Written by Jamil Ahmed, Policy and Research Analyst
For the second consecutive time, the Bank of Canada (BoC) has kept its benchmark interest rate unchanged at 5%. It is becoming evident that the central bank may be stepping to the sidelines after a series of rate hikes over the past year. The decision not to raise rates further reflects a cautious approach in the face of an evolving economic landscape.
Here are the key highlights from the BoC’s Monetary Policy Report:
- The BoC has signaled its intention to continue its quantitative tightening efforts.
- Inflation has come down from its peak, but it remains at high levels due to supply chain disruptions and increased energy prices, among other factors.
- The economy is showing signs of cooling down as a result of previous rate hikes. However, the BoC emphasizes the need for more time to see the full effects of its monetary policy.
- The BoC recognizes that inflation easing would be a gradual process, given the persistent factors driving up prices, such as higher energy costs, housing expenses, and wage growth.
- Inflationary risks have increased due to rising oil prices, escalating shelter costs, and persistent wage inflation.
- Wage inflation remains elevated, which can contribute to overall inflationary pressures. This factor is closely monitored as it reflects the health of the labour market.
- The report also mentions rising global tensions, which can have ripple effects on the Canadian economy, including potential impacts on trade, investment, and financial markets.
Expectations and Outlook
- The BoC anticipates that inflation will hover around 3.5% through the middle of 2024. However, they expect a gradual easing of inflation in 2024, eventually reaching the 2% target in 2025.

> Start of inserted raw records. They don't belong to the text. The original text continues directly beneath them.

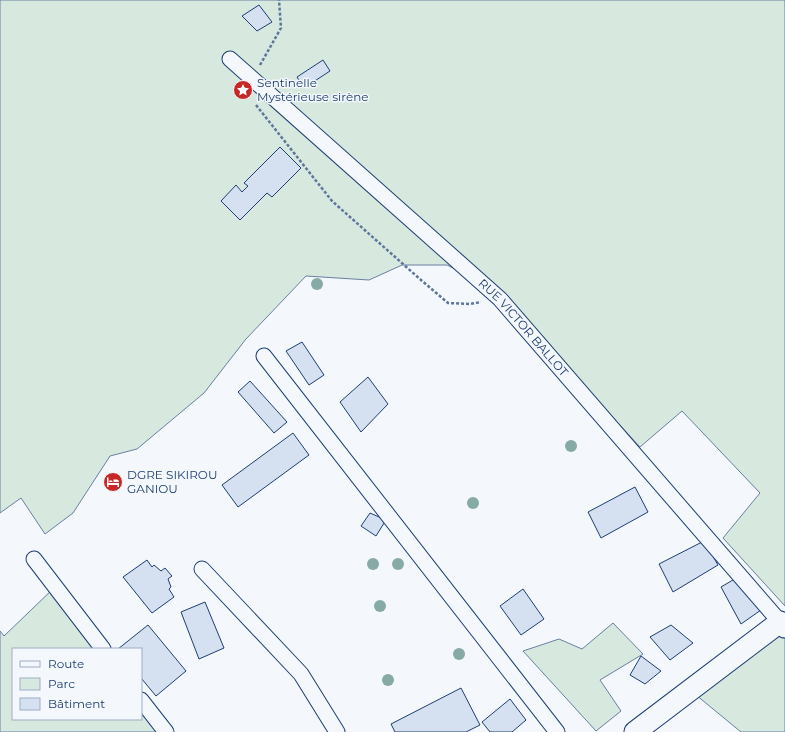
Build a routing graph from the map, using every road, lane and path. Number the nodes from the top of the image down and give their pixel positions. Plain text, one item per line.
1 (230, 58) dead end
2 (421, 280) dead end
3 (500, 299) junction
4 (264, 356) dead end
5 (34, 559) dead end
6 (202, 570) dead end
7 (782, 625) edge
8 (101, 648) edge
9 (142, 701) edge
10 (166, 732) edge
11 (337, 732) edge
12 (557, 732) edge
13 (635, 732) edge

1 - 3 street, RUE VICTOR BALLOT
2 - 3 path
3 - 7 street, RUE VICTOR BALLOT
4 - 12 street
5 - 8 street
6 - 11 street
7 - 13 main road
9 - 10 street

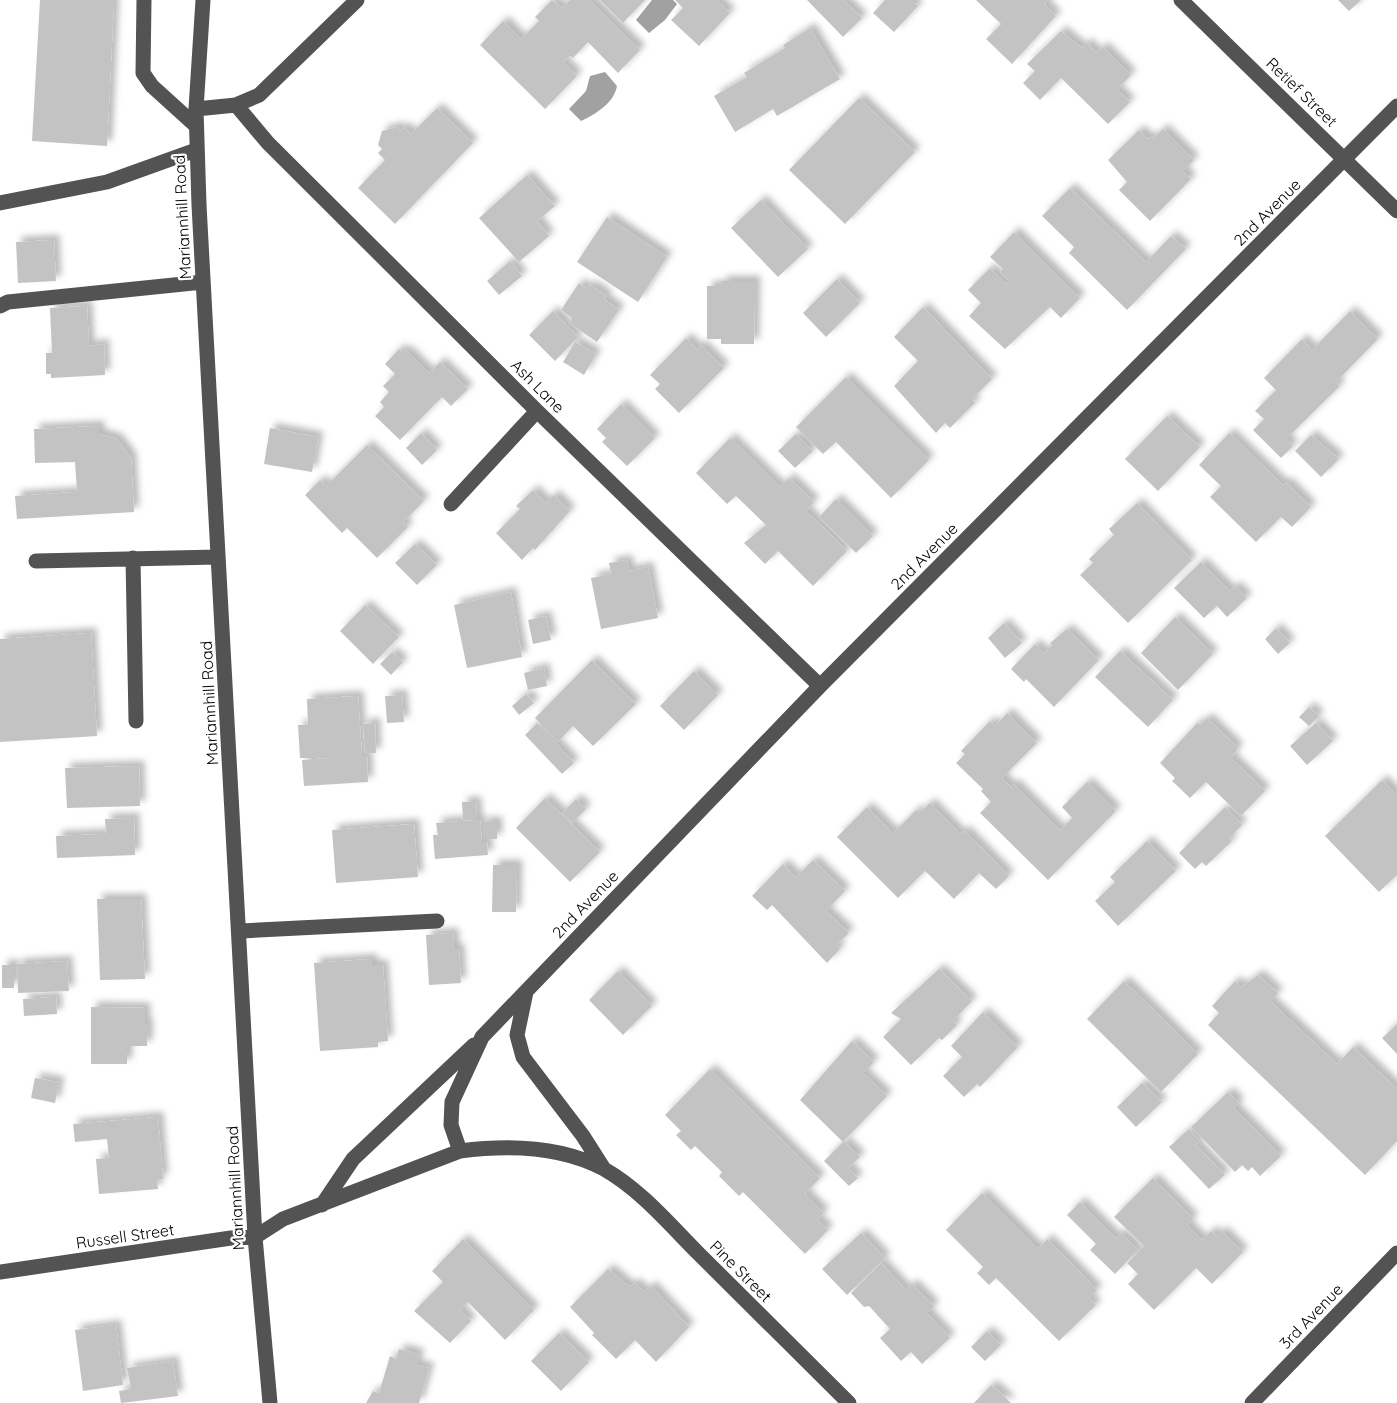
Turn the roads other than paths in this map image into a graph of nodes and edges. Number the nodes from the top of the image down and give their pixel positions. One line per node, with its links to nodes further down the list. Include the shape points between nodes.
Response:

- The BoC expects GDP growth to remain below 1% for the next quarter, reflecting the recent economic slowdown. They predict a pickup in growth in late 2024 and a rise to 2.5% in 2025, suggesting a gradual recovery in economic activity.

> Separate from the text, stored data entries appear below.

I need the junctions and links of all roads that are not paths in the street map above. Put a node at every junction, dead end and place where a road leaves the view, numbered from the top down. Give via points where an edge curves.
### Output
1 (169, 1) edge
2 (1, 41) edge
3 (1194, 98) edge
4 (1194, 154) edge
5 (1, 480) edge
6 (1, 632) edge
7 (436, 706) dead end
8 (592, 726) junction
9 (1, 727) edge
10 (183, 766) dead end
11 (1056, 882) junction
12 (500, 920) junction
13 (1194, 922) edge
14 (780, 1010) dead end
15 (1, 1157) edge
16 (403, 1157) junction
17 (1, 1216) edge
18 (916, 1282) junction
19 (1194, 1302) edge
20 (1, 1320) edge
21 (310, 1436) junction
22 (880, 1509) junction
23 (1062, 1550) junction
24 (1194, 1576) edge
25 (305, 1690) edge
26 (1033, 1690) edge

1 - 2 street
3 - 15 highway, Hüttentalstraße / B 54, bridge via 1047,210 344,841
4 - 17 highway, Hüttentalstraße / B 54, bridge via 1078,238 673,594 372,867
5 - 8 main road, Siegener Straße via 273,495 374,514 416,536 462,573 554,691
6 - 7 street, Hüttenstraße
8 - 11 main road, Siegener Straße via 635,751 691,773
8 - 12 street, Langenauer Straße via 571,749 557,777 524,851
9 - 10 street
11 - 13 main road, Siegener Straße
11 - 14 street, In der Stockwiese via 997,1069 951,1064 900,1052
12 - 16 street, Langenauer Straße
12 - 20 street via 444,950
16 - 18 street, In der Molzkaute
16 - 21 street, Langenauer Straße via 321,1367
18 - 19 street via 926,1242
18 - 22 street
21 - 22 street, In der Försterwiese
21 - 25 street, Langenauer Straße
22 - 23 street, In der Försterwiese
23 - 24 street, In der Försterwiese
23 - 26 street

The softening of the economy and slower inflation encouraged the BoC to keep interest rates unchanged for a second consecutive period. Moderate price pressure has been observed, but businesses have not returned to their regular price-setting behaviour. This further illustrates that interest rates might remain higher for longer than expected to bring back price stability. Both consumers and businesses think of the constraints of higher interest rates as we observe a reduction in local spending.

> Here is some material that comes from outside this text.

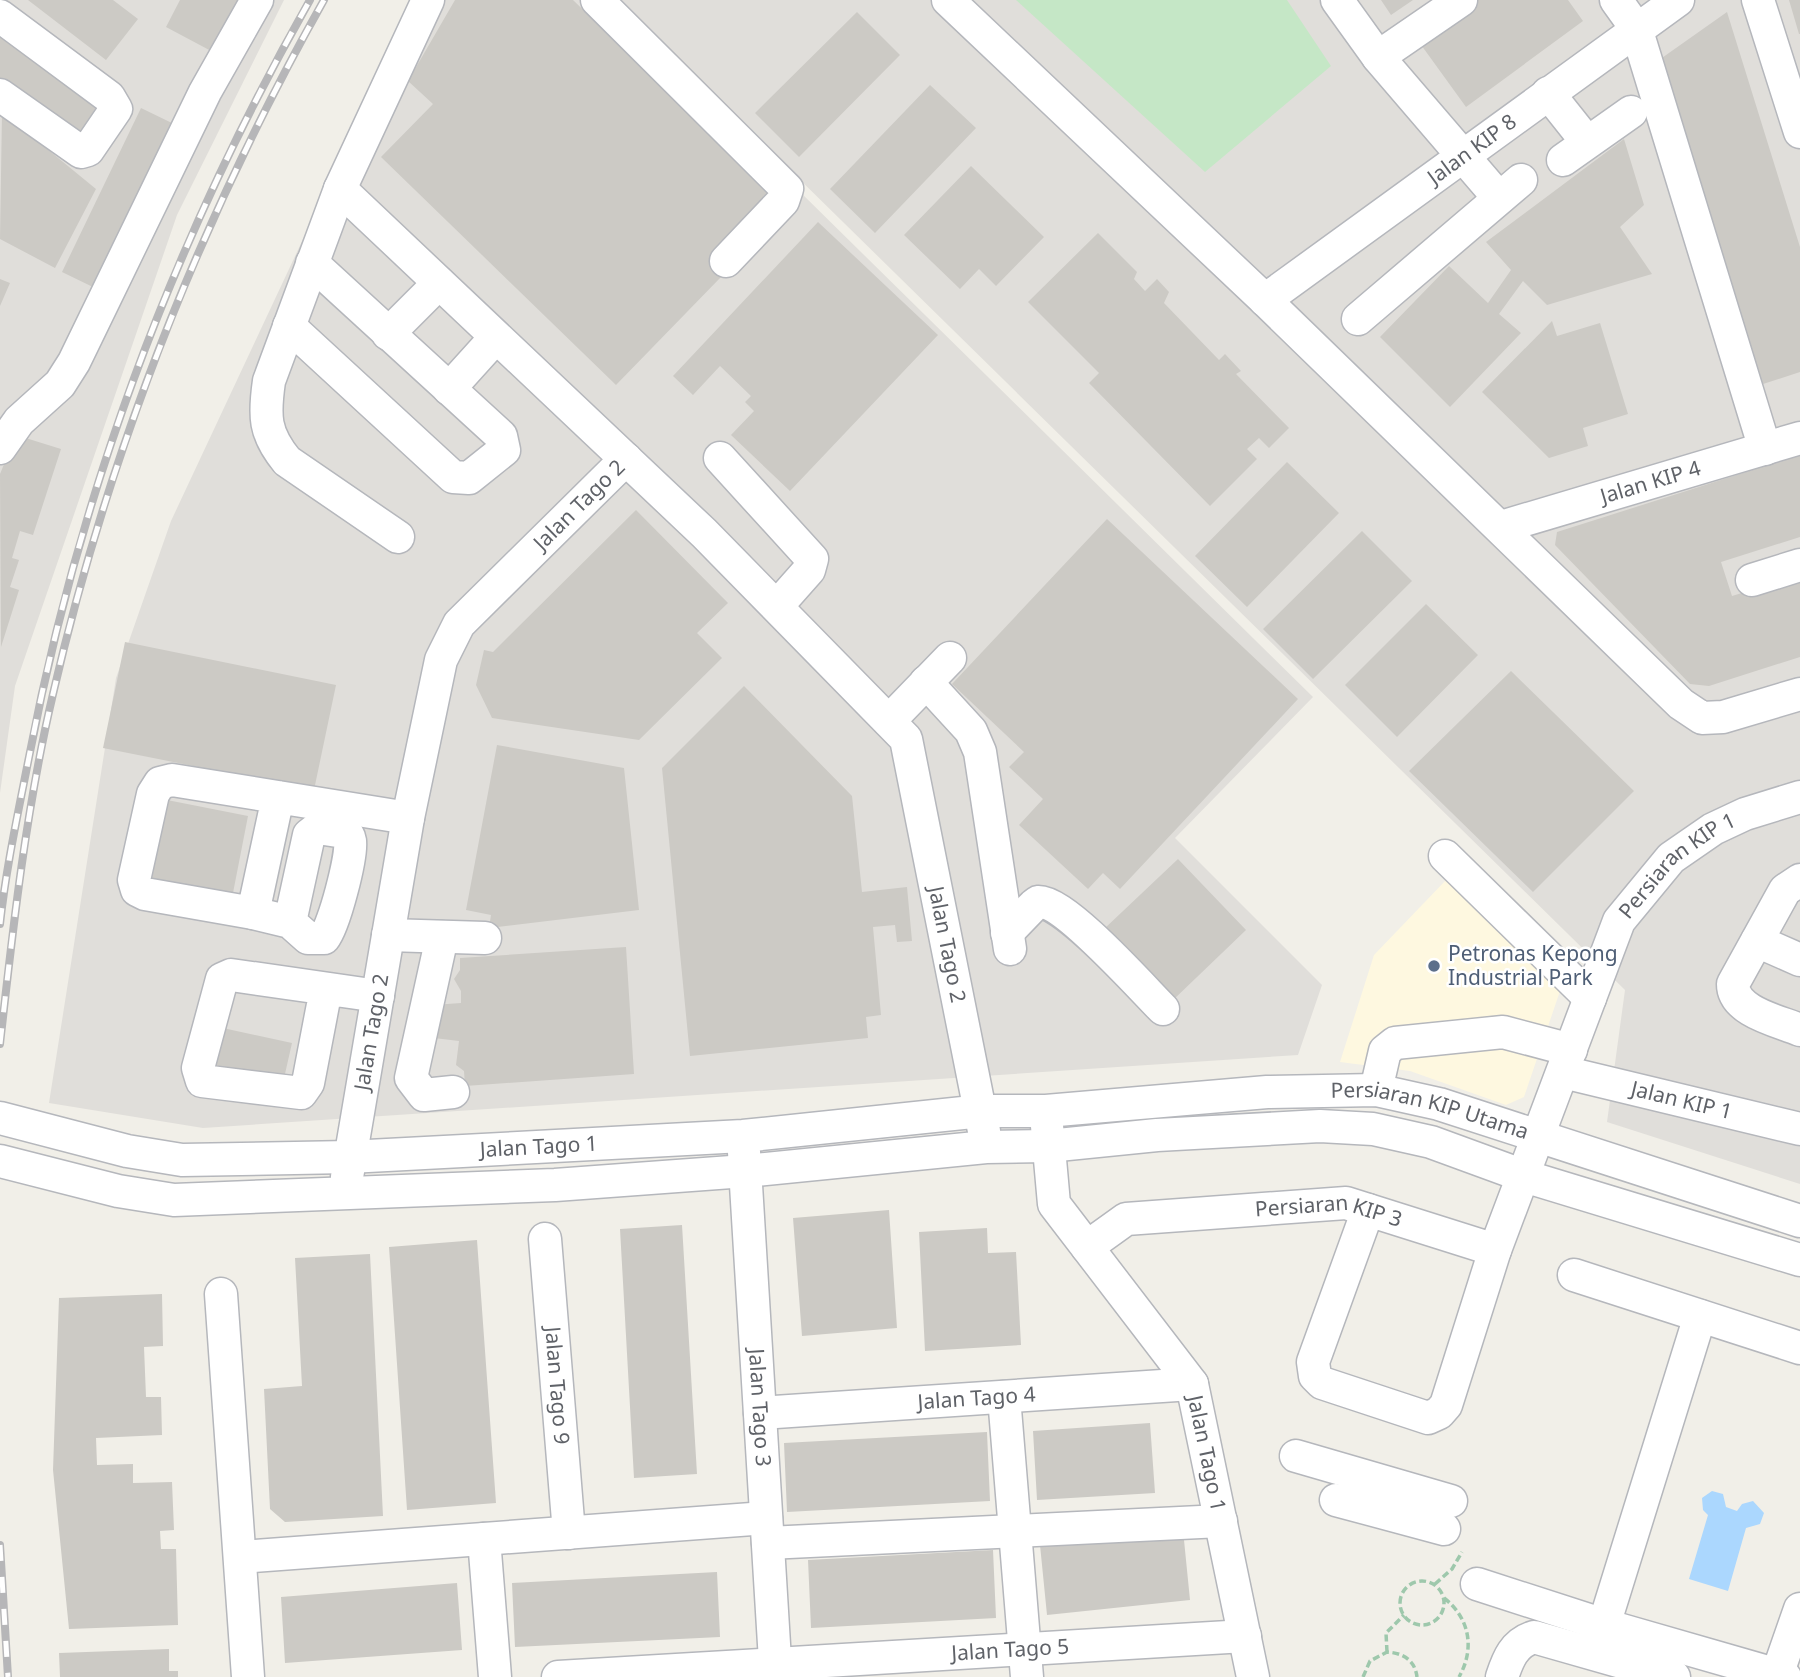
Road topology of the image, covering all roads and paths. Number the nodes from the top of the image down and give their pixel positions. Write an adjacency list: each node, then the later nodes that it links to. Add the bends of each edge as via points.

In the context of the BoC’s recent policy decisions, Canada’s annual inflation rate slowed to 3.8% in September, signifying a deceleration in prices for various goods and services. Notably, Manitoba stands out with the lowest year-over-year price increase among Canadian provinces in September, with a 2.6% rise compared to September 2022.
Manitoba’s 2.6% price growth is multifaceted. Service and food were significant contributors, while energy had little impact. The top contributors to the 12-month change in CPI include mortgage interest costs and food purchased from restaurants, along with rent, homeowners’ home and mortgage insurance, and passenger vehicle parts, maintenance, and repairs. Conversely, individual items limiting CPI growth this month include telephone services, travel tours, gasoline, internet access services, and homeowners’ replacement costs.
The average hourly wage for Manitoba employees rose by 3.9% year-over-year in September 2023, reaching $29.93. In contrast, Canada’s hourly rate increased by 5.0%, reaching $34.01 over the same period.
Manitoba Labour Market Overview
Manitoba’s labour market showed resilience, with the unemployment rate at 5.0% in September 2023, down 0.7 percentage points from the previous month and below the national rate of 5.5%. Job growth, particularly in the private sector, and a rise in full-time employment, coupled with an increase in average hourly wages, paint a positive picture of Manitoba’s economic performance.
In conclusion, the Bank of Canada’s decision to maintain its interest rate amidst economic uncertainty and evolving conditions reflects a cautious approach to managing inflation while allowing the economy to stabilize. The careful stance is justified, particularly at a time when businesses are facing soaring inflation, rising input costs, and the pressure of rising interest rates.